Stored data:
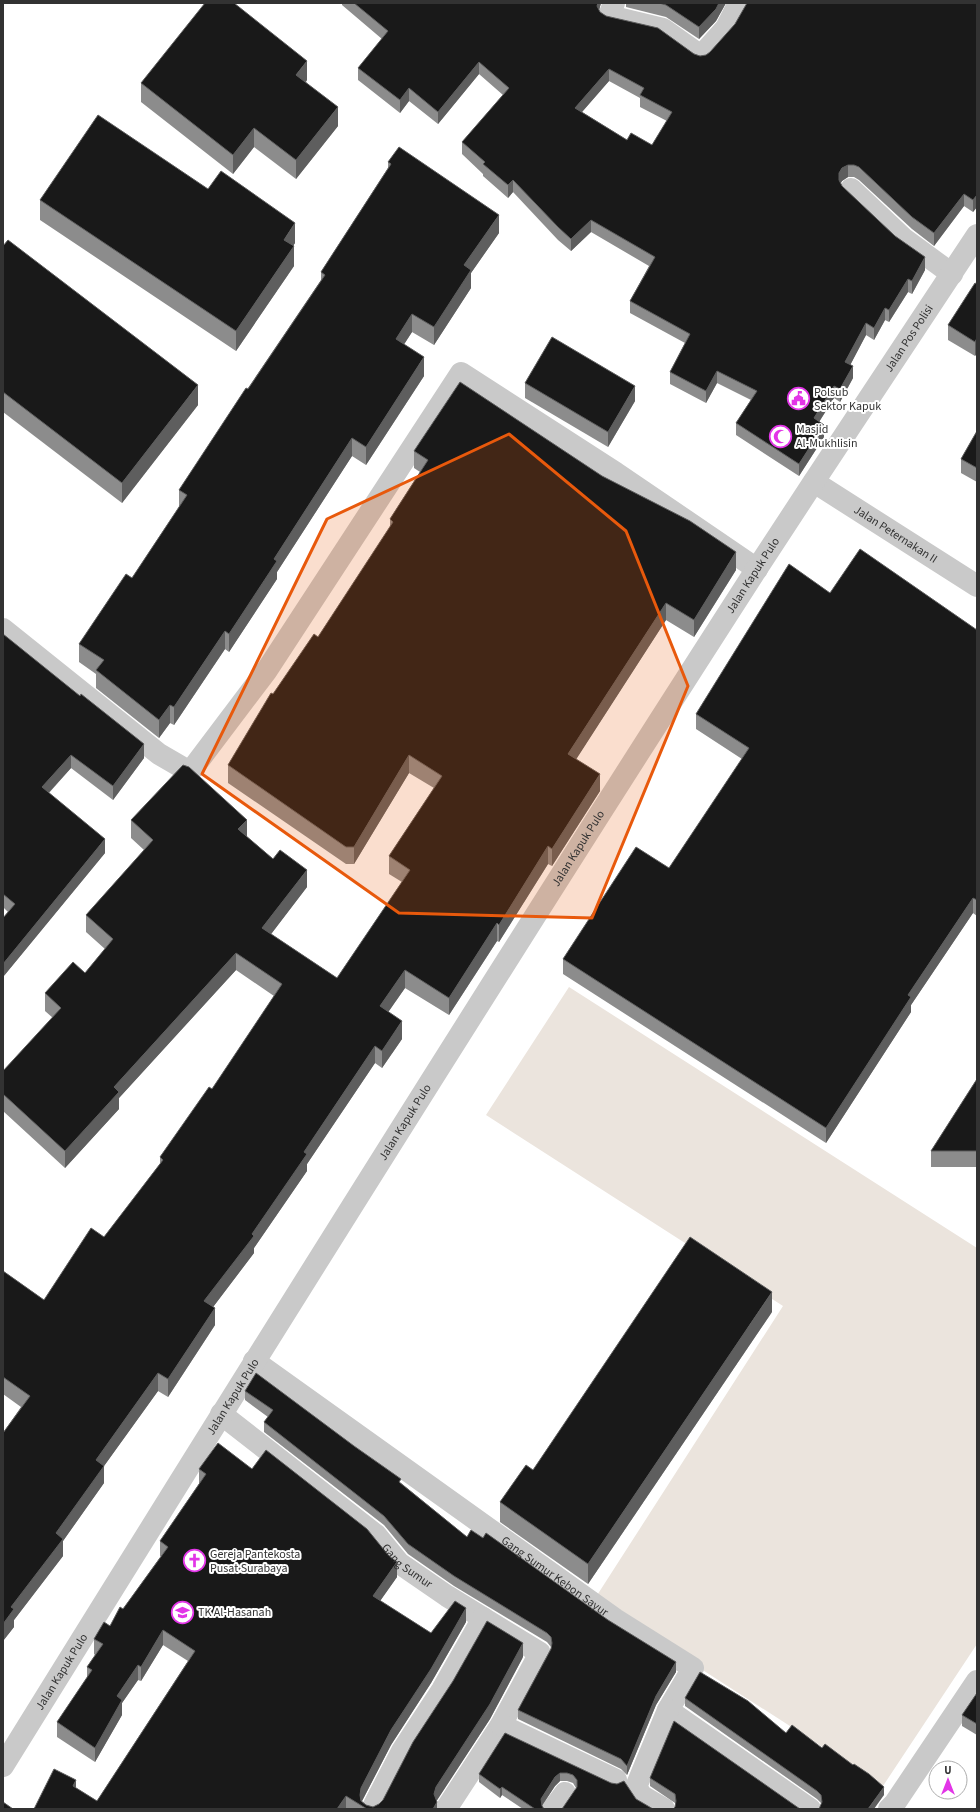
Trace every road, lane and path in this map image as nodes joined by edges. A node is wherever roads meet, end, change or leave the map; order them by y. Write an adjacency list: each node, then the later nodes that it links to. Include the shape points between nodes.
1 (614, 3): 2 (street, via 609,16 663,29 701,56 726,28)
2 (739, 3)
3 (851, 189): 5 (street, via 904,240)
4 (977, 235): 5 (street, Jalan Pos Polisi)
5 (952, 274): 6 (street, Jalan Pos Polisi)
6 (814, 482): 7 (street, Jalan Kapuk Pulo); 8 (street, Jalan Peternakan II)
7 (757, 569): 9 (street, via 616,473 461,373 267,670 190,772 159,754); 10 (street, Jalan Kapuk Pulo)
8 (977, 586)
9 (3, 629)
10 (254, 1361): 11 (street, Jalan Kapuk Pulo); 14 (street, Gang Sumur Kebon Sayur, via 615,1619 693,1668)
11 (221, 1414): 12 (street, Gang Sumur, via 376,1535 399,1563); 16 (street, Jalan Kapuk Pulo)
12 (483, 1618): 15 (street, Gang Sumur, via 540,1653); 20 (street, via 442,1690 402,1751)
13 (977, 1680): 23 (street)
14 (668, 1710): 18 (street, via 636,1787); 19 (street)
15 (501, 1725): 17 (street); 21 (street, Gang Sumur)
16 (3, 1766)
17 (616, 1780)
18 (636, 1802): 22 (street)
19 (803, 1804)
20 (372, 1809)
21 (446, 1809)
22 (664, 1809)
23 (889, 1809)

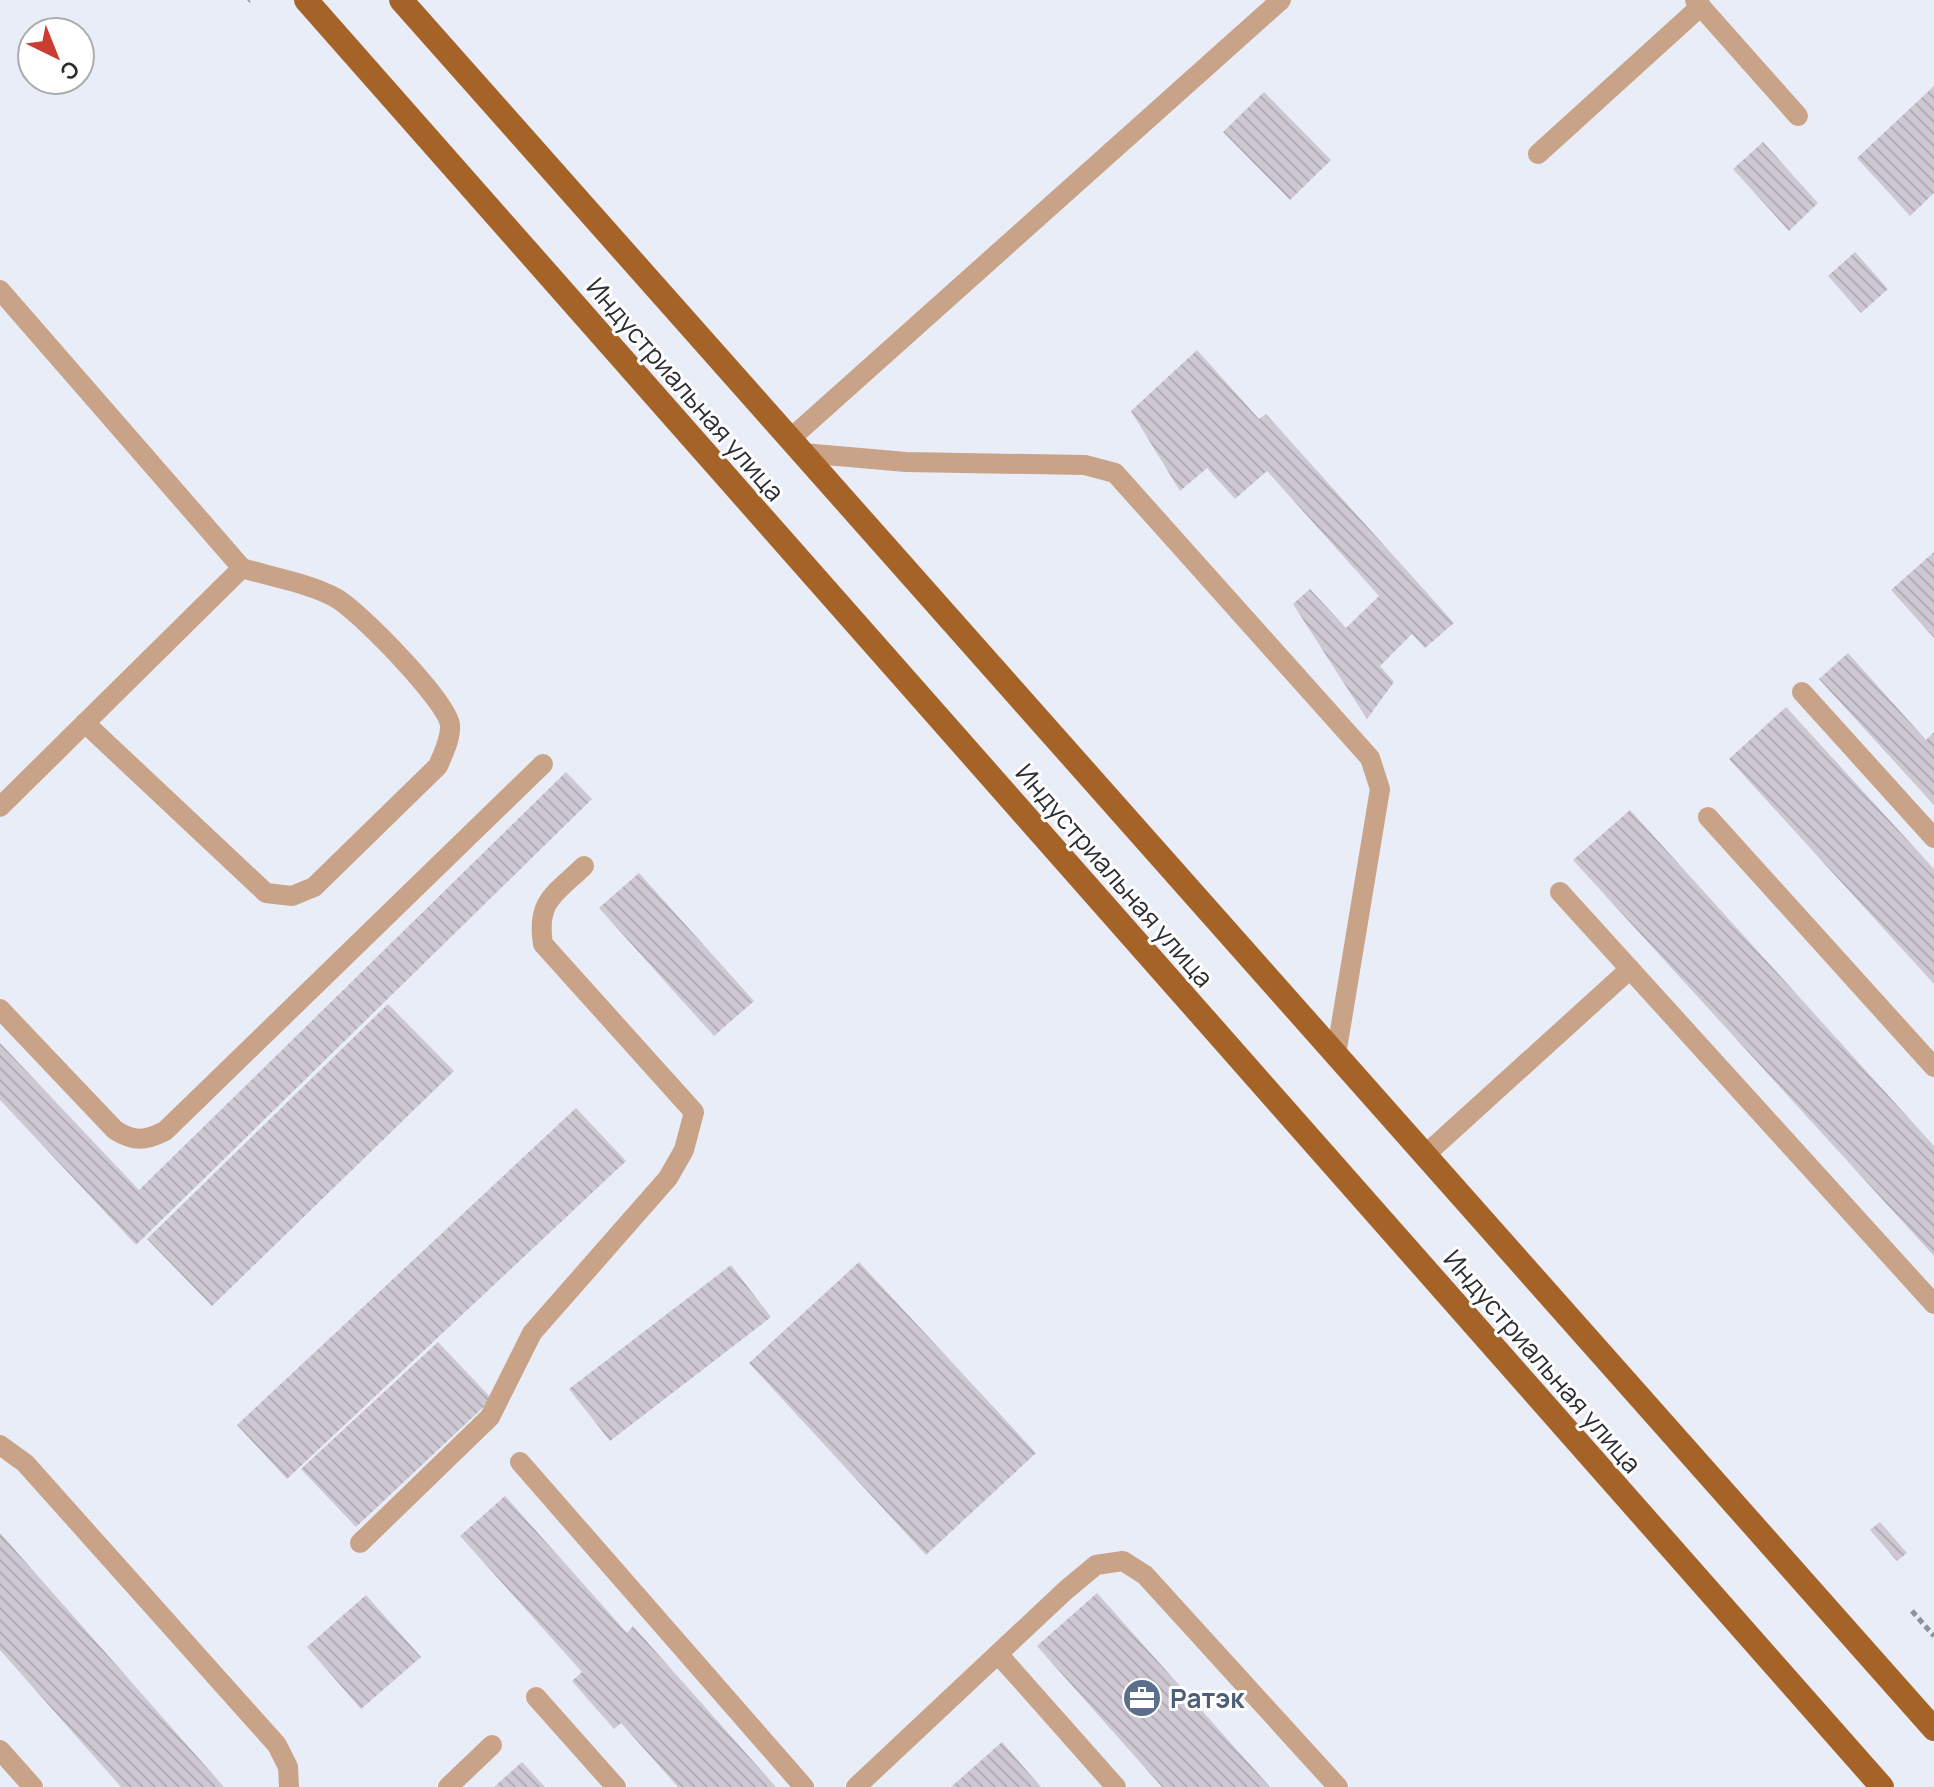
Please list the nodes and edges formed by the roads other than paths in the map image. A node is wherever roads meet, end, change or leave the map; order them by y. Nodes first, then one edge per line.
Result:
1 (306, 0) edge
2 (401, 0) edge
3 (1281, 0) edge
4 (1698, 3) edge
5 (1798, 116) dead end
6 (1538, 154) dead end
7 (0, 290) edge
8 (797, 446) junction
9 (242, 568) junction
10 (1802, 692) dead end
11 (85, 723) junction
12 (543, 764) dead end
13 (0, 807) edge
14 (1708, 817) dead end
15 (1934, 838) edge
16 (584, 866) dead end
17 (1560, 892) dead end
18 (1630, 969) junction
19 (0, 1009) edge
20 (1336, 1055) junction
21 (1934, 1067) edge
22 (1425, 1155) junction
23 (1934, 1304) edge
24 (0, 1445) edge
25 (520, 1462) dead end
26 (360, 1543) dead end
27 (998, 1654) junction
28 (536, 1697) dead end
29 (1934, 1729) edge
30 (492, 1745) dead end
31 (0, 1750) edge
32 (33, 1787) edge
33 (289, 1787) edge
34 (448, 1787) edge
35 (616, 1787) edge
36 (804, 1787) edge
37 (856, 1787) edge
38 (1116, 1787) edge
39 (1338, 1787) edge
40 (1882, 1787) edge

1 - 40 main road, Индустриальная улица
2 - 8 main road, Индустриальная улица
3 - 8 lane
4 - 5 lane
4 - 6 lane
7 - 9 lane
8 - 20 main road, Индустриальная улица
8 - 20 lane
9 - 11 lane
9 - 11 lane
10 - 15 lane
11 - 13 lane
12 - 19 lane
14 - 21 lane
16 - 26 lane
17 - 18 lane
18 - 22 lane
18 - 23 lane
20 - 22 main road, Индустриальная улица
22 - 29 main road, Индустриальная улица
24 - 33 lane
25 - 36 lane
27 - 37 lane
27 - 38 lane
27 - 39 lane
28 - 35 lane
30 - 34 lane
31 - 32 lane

▸ The problem: Reproduce the data word for word, excluding its pictures.

▸ Written solution:
Trace every road, lane and path in this map image as nodes joined by edges. A node is wherever roads meet, end, change or leave the map; order them by y. Write an adjacency list: each node, then the later nodes that it links to. Include the shape points between nodes.
1 (614, 3): 2 (street, via 609,16 663,29 701,56 726,28)
2 (739, 3)
3 (851, 189): 5 (street, via 904,240)
4 (977, 235): 5 (street, Jalan Pos Polisi)
5 (952, 274): 6 (street, Jalan Pos Polisi)
6 (814, 482): 7 (street, Jalan Kapuk Pulo); 8 (street, Jalan Peternakan II)
7 (757, 569): 9 (street, via 616,473 461,373 267,670 190,772 159,754); 10 (street, Jalan Kapuk Pulo)
8 (977, 586)
9 (3, 629)
10 (254, 1361): 11 (street, Jalan Kapuk Pulo); 14 (street, Gang Sumur Kebon Sayur, via 615,1619 693,1668)
11 (221, 1414): 12 (street, Gang Sumur, via 376,1535 399,1563); 16 (street, Jalan Kapuk Pulo)
12 (483, 1618): 15 (street, Gang Sumur, via 540,1653); 20 (street, via 442,1690 402,1751)
13 (977, 1680): 23 (street)
14 (668, 1710): 18 (street, via 636,1787); 19 (street)
15 (501, 1725): 17 (street); 21 (street, Gang Sumur)
16 (3, 1766)
17 (616, 1780)
18 (636, 1802): 22 (street)
19 (803, 1804)
20 (372, 1809)
21 (446, 1809)
22 (664, 1809)
23 (889, 1809)

Please list the nodes and edges formed by the roads other than paths in the map image. A node is wherever roads meet, end, change or leave the map; order them by y. Nodes first, then one edge per line.
Result:
1 (306, 0) edge
2 (401, 0) edge
3 (1281, 0) edge
4 (1698, 3) edge
5 (1798, 116) dead end
6 (1538, 154) dead end
7 (0, 290) edge
8 (797, 446) junction
9 (242, 568) junction
10 (1802, 692) dead end
11 (85, 723) junction
12 (543, 764) dead end
13 (0, 807) edge
14 (1708, 817) dead end
15 (1934, 838) edge
16 (584, 866) dead end
17 (1560, 892) dead end
18 (1630, 969) junction
19 (0, 1009) edge
20 (1336, 1055) junction
21 (1934, 1067) edge
22 (1425, 1155) junction
23 (1934, 1304) edge
24 (0, 1445) edge
25 (520, 1462) dead end
26 (360, 1543) dead end
27 (998, 1654) junction
28 (536, 1697) dead end
29 (1934, 1729) edge
30 (492, 1745) dead end
31 (0, 1750) edge
32 (33, 1787) edge
33 (289, 1787) edge
34 (448, 1787) edge
35 (616, 1787) edge
36 (804, 1787) edge
37 (856, 1787) edge
38 (1116, 1787) edge
39 (1338, 1787) edge
40 (1882, 1787) edge

1 - 40 main road, Индустриальная улица
2 - 8 main road, Индустриальная улица
3 - 8 lane
4 - 5 lane
4 - 6 lane
7 - 9 lane
8 - 20 main road, Индустриальная улица
8 - 20 lane
9 - 11 lane
9 - 11 lane
10 - 15 lane
11 - 13 lane
12 - 19 lane
14 - 21 lane
16 - 26 lane
17 - 18 lane
18 - 22 lane
18 - 23 lane
20 - 22 main road, Индустриальная улица
22 - 29 main road, Индустриальная улица
24 - 33 lane
25 - 36 lane
27 - 37 lane
27 - 38 lane
27 - 39 lane
28 - 35 lane
30 - 34 lane
31 - 32 lane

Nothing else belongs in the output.